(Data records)
======

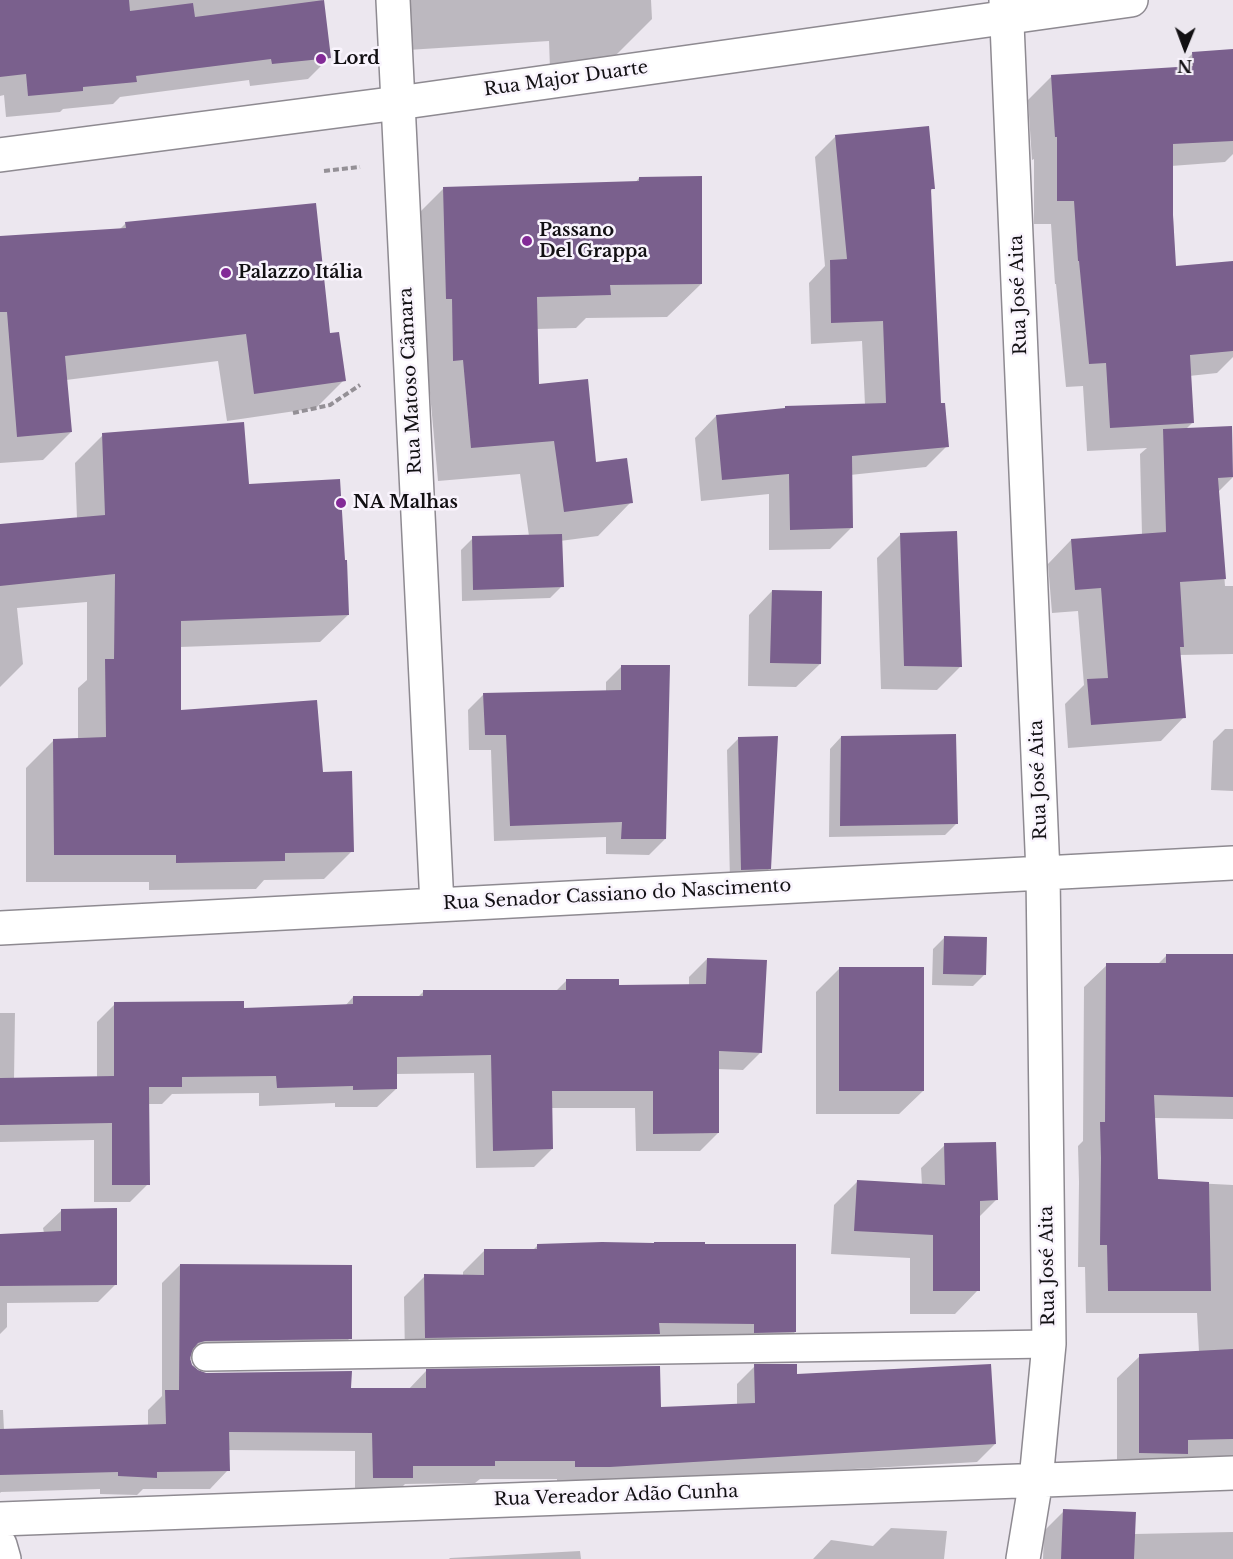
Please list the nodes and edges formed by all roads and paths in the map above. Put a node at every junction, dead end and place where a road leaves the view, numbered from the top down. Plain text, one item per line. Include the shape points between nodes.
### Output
1 (393, 0) edge
2 (1131, 0) edge
3 (1007, 9) edge
4 (398, 103) junction
5 (0, 155) edge
6 (360, 385) dead end
7 (293, 412) dead end
8 (1233, 863) edge
9 (1043, 873) junction
10 (437, 905) junction
11 (0, 927) edge
12 (1049, 1344) junction
13 (206, 1357) dead end
14 (1233, 1473) edge
15 (1036, 1480) junction
16 (0, 1519) edge
17 (0, 1545) edge
18 (4, 1559) edge
19 (1023, 1559) edge

1 - 4 street, Rua Matoso Câmara
2 - 3 street, Rua Major Duarte
3 - 4 street, Rua Major Duarte
3 - 9 street, Rua José Aita
4 - 5 street, Rua Major Duarte
4 - 10 street, Rua Matoso Câmara
6 - 7 path via 330,405
8 - 9 street, Rua Senador Cassiano do Nascimento
9 - 10 street, Rua Senador Cassiano do Nascimento
9 - 12 street, Rua José Aita
10 - 11 street, Rua Senador Cassiano do Nascimento
12 - 13 lane
12 - 15 street, Rua José Aita
14 - 15 street, Rua Vereador Adão Cunha
15 - 16 street, Rua Vereador Adão Cunha
15 - 19 street, Rua José Aita
17 - 18 street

======

* _The problem_:
Output each line above exactly as it stands, omitting the pictures.

* _Exercise answer_:
Please list the nodes and edges formed by all roads and paths in the map above. Put a node at every junction, dead end and place where a road leaves the view, numbered from the top down. Plain text, one item per line. Include the shape points between nodes.
### Output
1 (393, 0) edge
2 (1131, 0) edge
3 (1007, 9) edge
4 (398, 103) junction
5 (0, 155) edge
6 (360, 385) dead end
7 (293, 412) dead end
8 (1233, 863) edge
9 (1043, 873) junction
10 (437, 905) junction
11 (0, 927) edge
12 (1049, 1344) junction
13 (206, 1357) dead end
14 (1233, 1473) edge
15 (1036, 1480) junction
16 (0, 1519) edge
17 (0, 1545) edge
18 (4, 1559) edge
19 (1023, 1559) edge

1 - 4 street, Rua Matoso Câmara
2 - 3 street, Rua Major Duarte
3 - 4 street, Rua Major Duarte
3 - 9 street, Rua José Aita
4 - 5 street, Rua Major Duarte
4 - 10 street, Rua Matoso Câmara
6 - 7 path via 330,405
8 - 9 street, Rua Senador Cassiano do Nascimento
9 - 10 street, Rua Senador Cassiano do Nascimento
9 - 12 street, Rua José Aita
10 - 11 street, Rua Senador Cassiano do Nascimento
12 - 13 lane
12 - 15 street, Rua José Aita
14 - 15 street, Rua Vereador Adão Cunha
15 - 16 street, Rua Vereador Adão Cunha
15 - 19 street, Rua José Aita
17 - 18 street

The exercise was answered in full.